Microsoft Fabric Updates Blog

Advanced Time Series Anomaly Detector in Fabric

Anomaly Detector, one of Azure AI services, enables you to monitor and detect anomalies in your time series data. This service is based on advanced algorithms, SR-CNN for univariate analysis and MTAD-GAT for multivariate analysis and is being retired by October 2026. In this blog post we will lay out a migration strategy to Microsoft Fabric, allowing you to detect identical anomalies, using the same algorithms as the old service, and even more. 

Here are a few of the benefits of the strategy that we are about to lay out for you:

  • Easier management of the trained models’ lifecycle using Fabric ML.
  • No need to upload your data to external storage account, just stream your data to Fabric Eventhouse with OneLake availability and you can use it for training and scoring.
  • You can use your data by any Fabric engine (KQL DB, Fabric ML Notebook, PBI and more)
  • The algorithms are open sourced and published by the new time-series-anomaly-detector · PyPI package, thus you can review and tweak them as needed.

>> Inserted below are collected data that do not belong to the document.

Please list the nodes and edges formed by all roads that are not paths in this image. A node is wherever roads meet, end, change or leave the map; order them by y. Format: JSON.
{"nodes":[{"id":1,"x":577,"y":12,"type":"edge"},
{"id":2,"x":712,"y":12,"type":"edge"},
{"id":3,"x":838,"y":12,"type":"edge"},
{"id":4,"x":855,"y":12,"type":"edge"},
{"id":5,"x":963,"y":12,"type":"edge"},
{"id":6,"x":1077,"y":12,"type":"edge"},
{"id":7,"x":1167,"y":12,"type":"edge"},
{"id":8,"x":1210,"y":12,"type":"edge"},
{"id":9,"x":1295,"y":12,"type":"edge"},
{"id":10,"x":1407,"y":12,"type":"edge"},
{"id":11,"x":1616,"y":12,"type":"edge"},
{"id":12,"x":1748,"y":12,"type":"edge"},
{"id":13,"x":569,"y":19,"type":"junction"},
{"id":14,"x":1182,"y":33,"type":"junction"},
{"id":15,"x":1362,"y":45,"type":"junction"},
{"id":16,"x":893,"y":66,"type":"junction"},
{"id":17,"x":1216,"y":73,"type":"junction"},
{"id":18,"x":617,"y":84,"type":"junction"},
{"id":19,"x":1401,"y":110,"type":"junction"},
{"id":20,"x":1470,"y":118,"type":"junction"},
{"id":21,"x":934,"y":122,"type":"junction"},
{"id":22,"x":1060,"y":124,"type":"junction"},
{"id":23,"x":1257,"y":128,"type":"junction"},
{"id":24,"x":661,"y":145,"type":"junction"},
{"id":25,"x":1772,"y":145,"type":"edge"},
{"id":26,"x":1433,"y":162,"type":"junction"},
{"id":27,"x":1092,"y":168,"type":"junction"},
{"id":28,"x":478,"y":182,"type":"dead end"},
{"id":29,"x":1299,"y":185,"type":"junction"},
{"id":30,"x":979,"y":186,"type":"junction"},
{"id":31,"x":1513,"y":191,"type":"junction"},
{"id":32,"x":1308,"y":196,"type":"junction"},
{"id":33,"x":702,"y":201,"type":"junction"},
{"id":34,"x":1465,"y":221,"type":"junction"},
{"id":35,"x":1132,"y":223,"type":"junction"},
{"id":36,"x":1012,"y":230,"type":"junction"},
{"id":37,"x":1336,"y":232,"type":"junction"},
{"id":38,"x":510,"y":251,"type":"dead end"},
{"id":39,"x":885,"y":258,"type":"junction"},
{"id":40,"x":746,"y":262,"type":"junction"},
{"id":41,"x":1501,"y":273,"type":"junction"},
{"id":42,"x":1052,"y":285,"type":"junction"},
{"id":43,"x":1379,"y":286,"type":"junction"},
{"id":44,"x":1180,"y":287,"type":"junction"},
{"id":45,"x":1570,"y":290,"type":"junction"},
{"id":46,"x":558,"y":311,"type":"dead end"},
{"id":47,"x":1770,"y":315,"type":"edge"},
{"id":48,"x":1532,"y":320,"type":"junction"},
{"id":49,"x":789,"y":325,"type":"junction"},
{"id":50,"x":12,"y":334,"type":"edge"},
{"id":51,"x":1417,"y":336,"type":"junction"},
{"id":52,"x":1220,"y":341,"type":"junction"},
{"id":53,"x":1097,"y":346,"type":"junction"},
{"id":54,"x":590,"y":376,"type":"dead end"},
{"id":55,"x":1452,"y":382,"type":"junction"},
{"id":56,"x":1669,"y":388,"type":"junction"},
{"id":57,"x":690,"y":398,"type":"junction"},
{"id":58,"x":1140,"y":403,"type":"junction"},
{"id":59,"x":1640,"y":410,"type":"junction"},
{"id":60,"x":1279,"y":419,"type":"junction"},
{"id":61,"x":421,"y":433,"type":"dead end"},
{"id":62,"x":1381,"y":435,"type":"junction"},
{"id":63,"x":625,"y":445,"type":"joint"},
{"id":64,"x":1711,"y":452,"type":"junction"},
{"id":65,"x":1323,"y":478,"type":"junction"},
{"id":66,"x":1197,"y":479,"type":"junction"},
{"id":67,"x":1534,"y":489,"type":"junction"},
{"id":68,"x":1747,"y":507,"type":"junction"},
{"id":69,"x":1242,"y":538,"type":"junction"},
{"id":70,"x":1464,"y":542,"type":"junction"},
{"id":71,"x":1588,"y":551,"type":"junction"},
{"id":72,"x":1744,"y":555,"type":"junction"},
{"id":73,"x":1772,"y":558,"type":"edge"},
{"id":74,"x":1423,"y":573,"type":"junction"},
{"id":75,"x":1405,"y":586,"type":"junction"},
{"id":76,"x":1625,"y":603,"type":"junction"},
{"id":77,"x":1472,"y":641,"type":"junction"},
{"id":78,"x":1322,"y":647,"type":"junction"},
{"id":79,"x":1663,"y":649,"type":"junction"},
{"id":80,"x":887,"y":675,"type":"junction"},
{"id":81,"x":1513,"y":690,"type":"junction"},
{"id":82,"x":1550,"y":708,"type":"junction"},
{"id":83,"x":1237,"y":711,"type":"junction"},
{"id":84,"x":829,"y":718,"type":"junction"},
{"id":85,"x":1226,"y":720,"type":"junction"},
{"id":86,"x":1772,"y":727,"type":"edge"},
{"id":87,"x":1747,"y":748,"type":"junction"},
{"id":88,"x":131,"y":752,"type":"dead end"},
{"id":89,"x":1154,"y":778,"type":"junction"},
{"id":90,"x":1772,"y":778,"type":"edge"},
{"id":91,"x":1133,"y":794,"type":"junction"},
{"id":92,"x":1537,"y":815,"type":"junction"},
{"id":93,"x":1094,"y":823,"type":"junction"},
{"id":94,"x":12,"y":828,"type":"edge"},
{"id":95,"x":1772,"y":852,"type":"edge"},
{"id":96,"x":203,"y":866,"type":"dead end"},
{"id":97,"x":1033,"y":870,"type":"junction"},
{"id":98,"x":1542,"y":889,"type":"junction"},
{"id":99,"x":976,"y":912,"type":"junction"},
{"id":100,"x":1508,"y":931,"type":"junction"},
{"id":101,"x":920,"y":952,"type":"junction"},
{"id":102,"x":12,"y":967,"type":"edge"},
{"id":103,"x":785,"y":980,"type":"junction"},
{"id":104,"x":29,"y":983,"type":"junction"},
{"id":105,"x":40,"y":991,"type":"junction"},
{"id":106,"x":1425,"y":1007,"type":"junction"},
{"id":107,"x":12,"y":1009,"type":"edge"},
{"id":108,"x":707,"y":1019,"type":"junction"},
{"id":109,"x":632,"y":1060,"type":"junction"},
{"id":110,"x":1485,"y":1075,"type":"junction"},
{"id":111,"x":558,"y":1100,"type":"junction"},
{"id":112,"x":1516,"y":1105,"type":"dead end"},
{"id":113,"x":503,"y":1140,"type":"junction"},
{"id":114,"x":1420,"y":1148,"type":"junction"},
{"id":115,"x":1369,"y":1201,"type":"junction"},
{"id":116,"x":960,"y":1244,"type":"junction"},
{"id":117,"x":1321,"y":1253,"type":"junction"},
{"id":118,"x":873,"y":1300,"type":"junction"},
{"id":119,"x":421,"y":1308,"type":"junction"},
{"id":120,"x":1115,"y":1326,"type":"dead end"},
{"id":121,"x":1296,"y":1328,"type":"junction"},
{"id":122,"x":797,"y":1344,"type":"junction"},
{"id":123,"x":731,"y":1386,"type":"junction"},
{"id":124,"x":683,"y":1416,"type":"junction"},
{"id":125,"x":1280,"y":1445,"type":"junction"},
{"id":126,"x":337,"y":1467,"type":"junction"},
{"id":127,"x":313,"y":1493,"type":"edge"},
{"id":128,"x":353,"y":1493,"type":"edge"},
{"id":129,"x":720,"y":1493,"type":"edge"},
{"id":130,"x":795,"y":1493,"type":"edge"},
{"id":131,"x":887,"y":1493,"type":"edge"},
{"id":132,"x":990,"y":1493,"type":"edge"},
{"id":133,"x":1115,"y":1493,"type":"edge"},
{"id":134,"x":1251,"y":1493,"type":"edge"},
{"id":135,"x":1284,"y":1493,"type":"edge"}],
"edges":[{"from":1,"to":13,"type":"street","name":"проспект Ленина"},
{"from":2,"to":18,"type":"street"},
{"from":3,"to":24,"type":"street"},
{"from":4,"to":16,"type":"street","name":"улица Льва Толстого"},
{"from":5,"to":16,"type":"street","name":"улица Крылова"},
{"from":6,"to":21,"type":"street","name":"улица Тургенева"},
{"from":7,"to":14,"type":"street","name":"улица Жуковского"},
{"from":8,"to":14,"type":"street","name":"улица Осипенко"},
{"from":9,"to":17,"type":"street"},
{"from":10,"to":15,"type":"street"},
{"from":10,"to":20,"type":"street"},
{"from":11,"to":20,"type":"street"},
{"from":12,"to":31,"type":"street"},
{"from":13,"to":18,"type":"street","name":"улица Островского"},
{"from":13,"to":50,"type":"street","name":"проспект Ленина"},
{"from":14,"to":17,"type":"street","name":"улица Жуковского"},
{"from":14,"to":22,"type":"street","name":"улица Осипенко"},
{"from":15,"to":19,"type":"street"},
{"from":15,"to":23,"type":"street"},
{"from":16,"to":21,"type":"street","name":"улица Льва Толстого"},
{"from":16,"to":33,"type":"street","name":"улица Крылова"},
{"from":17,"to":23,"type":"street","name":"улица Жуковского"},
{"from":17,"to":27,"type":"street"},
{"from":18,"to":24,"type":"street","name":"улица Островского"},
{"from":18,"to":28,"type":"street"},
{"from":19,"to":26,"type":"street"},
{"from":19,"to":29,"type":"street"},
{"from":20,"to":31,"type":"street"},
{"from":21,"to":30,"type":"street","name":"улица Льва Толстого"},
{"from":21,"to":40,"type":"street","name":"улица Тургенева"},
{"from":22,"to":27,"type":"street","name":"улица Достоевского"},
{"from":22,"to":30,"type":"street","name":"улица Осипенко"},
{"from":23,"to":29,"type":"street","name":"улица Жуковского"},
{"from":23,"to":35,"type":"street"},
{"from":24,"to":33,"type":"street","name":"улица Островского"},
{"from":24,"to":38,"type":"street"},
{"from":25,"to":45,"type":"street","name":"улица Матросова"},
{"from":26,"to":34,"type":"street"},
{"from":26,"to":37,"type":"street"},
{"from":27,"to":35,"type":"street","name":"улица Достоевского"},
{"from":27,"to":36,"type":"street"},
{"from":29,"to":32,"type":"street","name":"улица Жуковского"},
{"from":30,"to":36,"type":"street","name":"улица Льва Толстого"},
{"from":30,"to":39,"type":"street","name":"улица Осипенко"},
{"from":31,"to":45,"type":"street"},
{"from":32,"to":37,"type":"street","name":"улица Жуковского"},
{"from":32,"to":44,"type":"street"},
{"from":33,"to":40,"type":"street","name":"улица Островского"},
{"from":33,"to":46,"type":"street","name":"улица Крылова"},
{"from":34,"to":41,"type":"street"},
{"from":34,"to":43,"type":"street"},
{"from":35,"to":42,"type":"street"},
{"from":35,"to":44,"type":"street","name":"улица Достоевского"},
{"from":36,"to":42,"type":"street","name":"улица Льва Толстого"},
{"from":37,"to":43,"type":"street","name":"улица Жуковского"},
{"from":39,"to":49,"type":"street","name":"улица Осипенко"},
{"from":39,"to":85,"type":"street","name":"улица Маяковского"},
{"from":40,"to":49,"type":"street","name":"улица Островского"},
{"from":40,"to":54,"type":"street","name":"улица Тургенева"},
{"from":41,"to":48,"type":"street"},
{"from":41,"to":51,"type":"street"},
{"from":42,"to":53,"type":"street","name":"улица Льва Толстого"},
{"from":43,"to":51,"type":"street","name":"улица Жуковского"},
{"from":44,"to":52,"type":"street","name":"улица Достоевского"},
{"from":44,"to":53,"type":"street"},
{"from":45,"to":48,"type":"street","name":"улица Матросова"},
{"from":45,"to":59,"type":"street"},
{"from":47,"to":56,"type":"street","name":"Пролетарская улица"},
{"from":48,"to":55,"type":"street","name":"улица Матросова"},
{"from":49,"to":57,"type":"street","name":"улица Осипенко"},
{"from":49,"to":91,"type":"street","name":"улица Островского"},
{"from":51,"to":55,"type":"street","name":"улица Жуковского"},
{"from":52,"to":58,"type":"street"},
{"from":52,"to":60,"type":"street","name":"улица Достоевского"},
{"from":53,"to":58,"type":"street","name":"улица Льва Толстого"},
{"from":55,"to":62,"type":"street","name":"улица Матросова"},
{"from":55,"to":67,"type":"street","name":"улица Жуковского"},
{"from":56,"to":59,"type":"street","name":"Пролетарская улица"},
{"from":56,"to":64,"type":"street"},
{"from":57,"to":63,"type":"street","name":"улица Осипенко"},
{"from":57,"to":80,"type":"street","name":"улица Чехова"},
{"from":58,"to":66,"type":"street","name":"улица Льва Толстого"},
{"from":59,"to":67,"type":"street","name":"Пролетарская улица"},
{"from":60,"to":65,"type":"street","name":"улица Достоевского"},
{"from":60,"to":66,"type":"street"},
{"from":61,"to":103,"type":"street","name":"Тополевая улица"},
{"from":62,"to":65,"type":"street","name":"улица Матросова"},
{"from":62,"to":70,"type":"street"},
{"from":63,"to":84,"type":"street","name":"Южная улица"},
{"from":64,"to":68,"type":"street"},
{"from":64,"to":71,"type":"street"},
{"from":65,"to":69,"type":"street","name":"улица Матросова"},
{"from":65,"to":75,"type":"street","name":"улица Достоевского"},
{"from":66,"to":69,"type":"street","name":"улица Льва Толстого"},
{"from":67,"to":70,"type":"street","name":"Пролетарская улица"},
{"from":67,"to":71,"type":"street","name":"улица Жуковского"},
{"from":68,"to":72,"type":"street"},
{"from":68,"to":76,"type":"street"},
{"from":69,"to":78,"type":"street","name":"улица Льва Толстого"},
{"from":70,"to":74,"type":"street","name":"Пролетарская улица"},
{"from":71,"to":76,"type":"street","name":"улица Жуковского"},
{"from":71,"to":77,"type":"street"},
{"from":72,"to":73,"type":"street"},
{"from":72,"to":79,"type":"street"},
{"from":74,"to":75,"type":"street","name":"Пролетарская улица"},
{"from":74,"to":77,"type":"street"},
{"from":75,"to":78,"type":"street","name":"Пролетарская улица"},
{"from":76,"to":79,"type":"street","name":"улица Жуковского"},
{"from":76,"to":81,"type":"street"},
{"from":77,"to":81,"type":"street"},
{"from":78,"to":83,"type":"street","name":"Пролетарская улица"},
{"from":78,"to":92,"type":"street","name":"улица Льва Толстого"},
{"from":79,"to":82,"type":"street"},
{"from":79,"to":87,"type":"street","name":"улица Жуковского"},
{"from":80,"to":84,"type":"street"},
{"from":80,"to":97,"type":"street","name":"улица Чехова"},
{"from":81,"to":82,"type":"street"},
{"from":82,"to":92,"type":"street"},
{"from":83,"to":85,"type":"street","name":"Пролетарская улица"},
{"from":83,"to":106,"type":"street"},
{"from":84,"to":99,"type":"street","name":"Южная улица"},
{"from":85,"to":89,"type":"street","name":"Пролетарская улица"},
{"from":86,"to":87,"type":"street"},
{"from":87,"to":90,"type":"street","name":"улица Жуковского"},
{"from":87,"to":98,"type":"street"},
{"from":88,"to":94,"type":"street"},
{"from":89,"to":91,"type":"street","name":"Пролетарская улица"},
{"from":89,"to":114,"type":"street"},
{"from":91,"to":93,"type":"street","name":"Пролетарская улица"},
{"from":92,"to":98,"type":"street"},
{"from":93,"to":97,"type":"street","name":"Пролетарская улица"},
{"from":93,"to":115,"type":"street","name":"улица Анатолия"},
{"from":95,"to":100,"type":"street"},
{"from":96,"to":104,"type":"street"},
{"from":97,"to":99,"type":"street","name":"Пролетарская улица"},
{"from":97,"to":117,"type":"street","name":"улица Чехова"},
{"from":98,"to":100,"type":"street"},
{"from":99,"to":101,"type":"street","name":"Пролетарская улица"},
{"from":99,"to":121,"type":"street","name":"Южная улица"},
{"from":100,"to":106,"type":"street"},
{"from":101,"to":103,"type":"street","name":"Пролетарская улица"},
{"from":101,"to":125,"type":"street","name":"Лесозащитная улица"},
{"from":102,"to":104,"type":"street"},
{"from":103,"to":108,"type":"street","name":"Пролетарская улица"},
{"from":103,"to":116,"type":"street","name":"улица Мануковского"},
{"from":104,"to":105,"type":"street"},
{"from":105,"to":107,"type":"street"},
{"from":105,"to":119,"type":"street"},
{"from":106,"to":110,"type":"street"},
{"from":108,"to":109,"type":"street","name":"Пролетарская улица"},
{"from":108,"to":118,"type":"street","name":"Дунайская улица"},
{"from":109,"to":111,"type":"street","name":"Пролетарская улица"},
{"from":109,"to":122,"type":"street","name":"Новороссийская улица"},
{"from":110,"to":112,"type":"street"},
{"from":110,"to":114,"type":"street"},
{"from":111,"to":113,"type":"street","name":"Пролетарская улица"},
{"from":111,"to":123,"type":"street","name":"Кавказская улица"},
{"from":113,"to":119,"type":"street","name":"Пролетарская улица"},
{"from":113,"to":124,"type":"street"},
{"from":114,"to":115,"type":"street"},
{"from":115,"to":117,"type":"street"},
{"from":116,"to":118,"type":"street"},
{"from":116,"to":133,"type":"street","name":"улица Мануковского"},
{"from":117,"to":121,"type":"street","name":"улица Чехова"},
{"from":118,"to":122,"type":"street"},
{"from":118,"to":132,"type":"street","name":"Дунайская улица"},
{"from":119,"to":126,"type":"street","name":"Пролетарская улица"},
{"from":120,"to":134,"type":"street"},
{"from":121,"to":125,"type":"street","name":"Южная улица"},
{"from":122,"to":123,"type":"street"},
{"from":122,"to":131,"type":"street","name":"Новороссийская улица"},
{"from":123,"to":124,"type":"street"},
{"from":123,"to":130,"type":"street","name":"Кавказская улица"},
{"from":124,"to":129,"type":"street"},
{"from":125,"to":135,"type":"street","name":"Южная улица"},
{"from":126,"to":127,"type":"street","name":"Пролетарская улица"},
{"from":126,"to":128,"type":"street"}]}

Time Series Anomaly Detection in Fabric RTI

There are few options for time series anomaly detection in Fabric RTI (Real Time Intelligence):

Using time-series-anomaly-detector in Fabric

In the following example we shall

  • Upload stocks change table to Fabric
  • Train the multivariate anomaly detection model in a Python notebook using Spark engine
  • Predict anomalies by applying the trained model to new data using Eventhouse (Kusto) engine

Note that for the univariate model there is no need to train the model in a separate step (as the training is fast and done internally) and we can just predict.

Below we briefly present the steps, see Multivariate anomaly detection – Microsoft Fabric | Microsoft Learn for the detailed tutorial.

Creating the environments

  1. Create a Workspace
  2. Create Eventhouse – to store the incoming streaming data
    • Enable OneLake availability – so the older data that was ingested to the Eventhouse can be seamlessly accessed by the Spark Notebook for training the anomaly detection model
    • Enable KQL Python plugin – to be used for real time predictions of anomalies on the new streaming data. Select 3.11.7 DL image that contains the time-series-anomaly-detector package
  3. Create a Spark environment that includes the time-series-anomaly-detector package

Training & storing the Anomaly Detection model

  1. Upload the stocks data to the Eventhouse
  2. Create a notebook to train the model
  • Load the data from the Eventhouse using the OneLake path:
onelake_uri = "OneLakeTableURI" # Replace with your OneLake table URI 
abfss_uri = convert_onelake_to_abfss(onelake_uri)
df = spark.read.format('delta').load(abfss_uri)
df = df.toPandas().set_index('Date')
  • View the data:
import plotly.graph_objects as go

fig = go.Figure()
fig.add_trace(go.Scatter(x=df.index, y=df['AAPL'], mode='lines', name='AAPL'))
fig.add_trace(go.Scatter(x=df.index, y=df['AMZN'], mode='lines', name='AMZN'))
fig.add_trace(go.Scatter(x=df.index, y=df['GOOG'], mode='lines', name='GOOG'))
fig.add_trace(go.Scatter(x=df.index, y=df['MSFT'], mode='lines', name='MSFT'))
fig.add_trace(go.Scatter(x=df.index, y=df['SPY'], mode='lines', name='SPY'))
fig.update_layout(
    title='Stock Prices change',
    xaxis_title='Date',
    yaxis_title='Change %',
    legend_title='Tickers'
)

fig.show()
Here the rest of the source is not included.